▶ DATA:
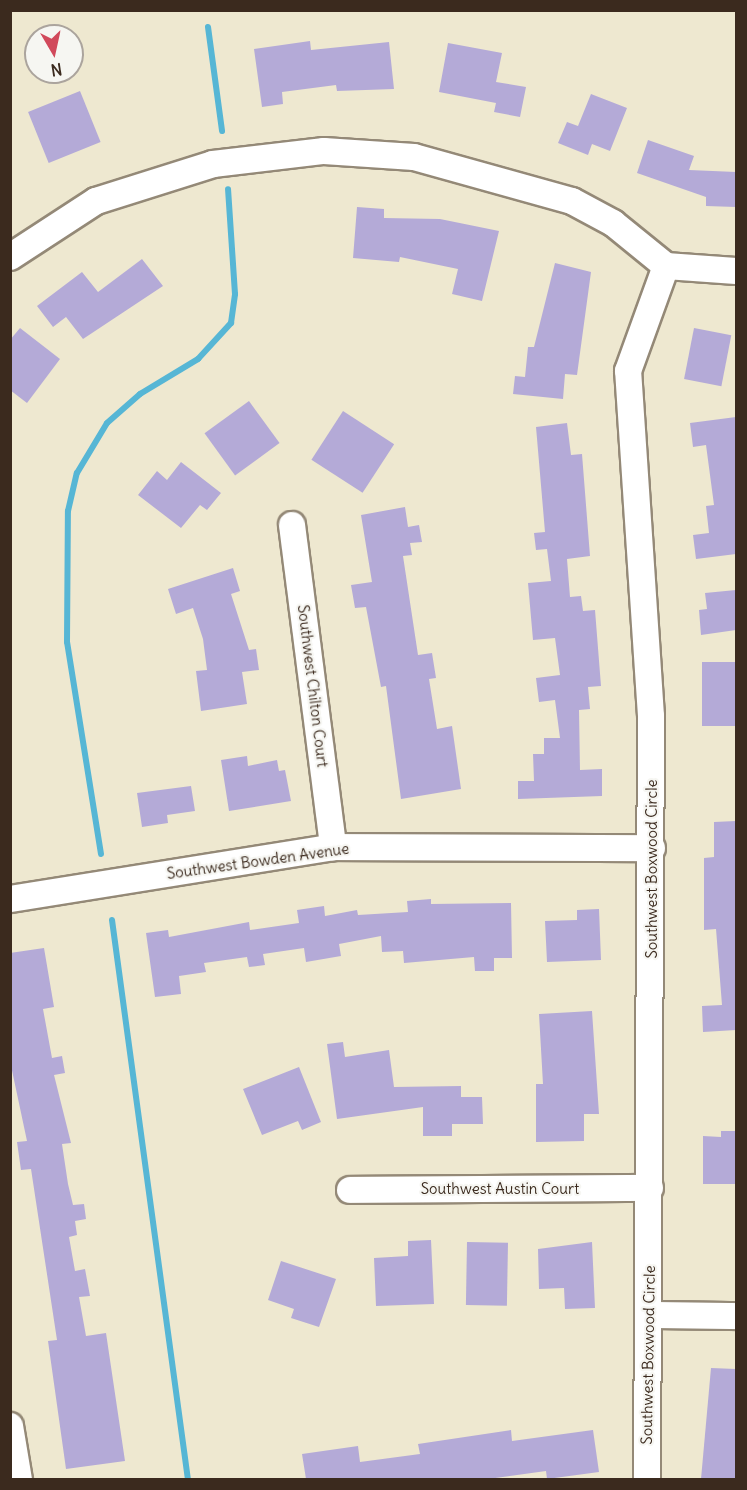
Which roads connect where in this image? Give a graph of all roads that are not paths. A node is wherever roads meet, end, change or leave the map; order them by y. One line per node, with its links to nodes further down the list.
1 (10, 256): 2 (street)
2 (666, 266): 3 (street); 6 (street, Southwest Boxwood Circle)
3 (736, 271)
4 (292, 525): 5 (street, Southwest Chilton Court)
5 (333, 848): 6 (street, Southwest Bowden Avenue); 7 (street, Southwest Bowden Avenue)
6 (652, 848): 8 (street, Southwest Boxwood Circle)
7 (10, 899)
8 (650, 1188): 9 (street, Southwest Austin Court); 10 (street, Southwest Boxwood Circle)
9 (350, 1190)
10 (649, 1315): 11 (street); 14 (street, Southwest Boxwood Circle)
11 (736, 1316)
12 (10, 1426): 13 (street)
13 (19, 1479)
14 (647, 1479)

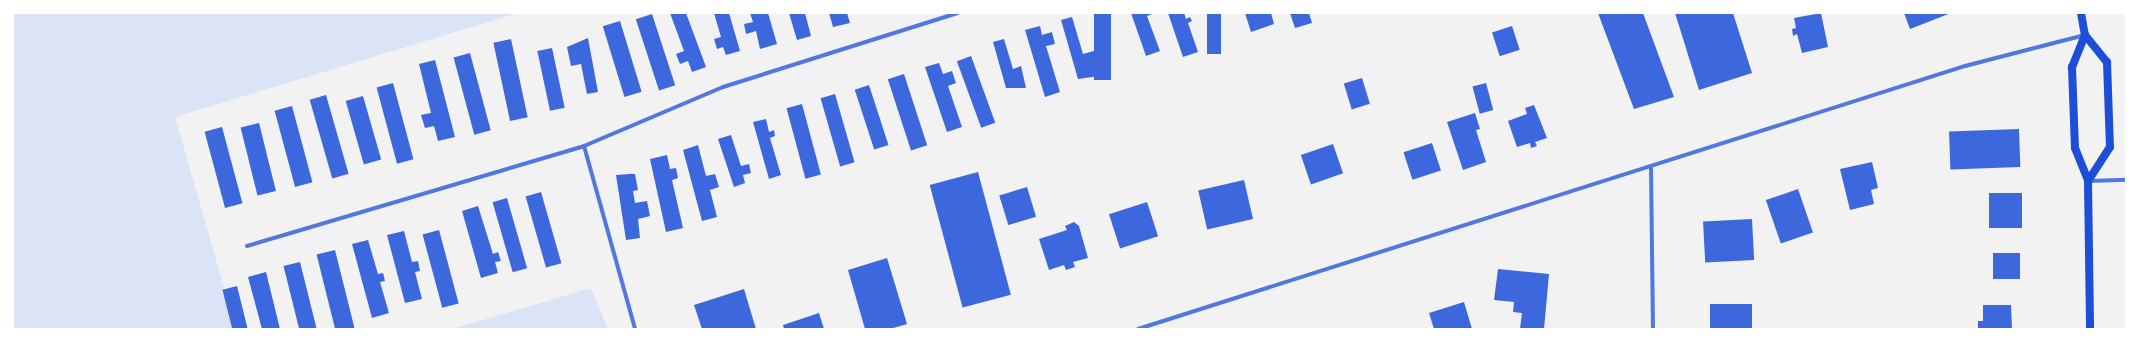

▶ AIM OF THE TASK: Reproduce all the material exactly, omitting images.

▶ EXERCISE OUTPUT:
Which roads connect where in this image? Give a graph of all roads that are not paths. A node is wherever roads meet, end, change or leave the map; order them by y. One line per node, with its links to nodes further down the list.
1 (10, 256): 2 (street)
2 (666, 266): 3 (street); 6 (street, Southwest Boxwood Circle)
3 (736, 271)
4 (292, 525): 5 (street, Southwest Chilton Court)
5 (333, 848): 6 (street, Southwest Bowden Avenue); 7 (street, Southwest Bowden Avenue)
6 (652, 848): 8 (street, Southwest Boxwood Circle)
7 (10, 899)
8 (650, 1188): 9 (street, Southwest Austin Court); 10 (street, Southwest Boxwood Circle)
9 (350, 1190)
10 (649, 1315): 11 (street); 14 (street, Southwest Boxwood Circle)
11 (736, 1316)
12 (10, 1426): 13 (street)
13 (19, 1479)
14 (647, 1479)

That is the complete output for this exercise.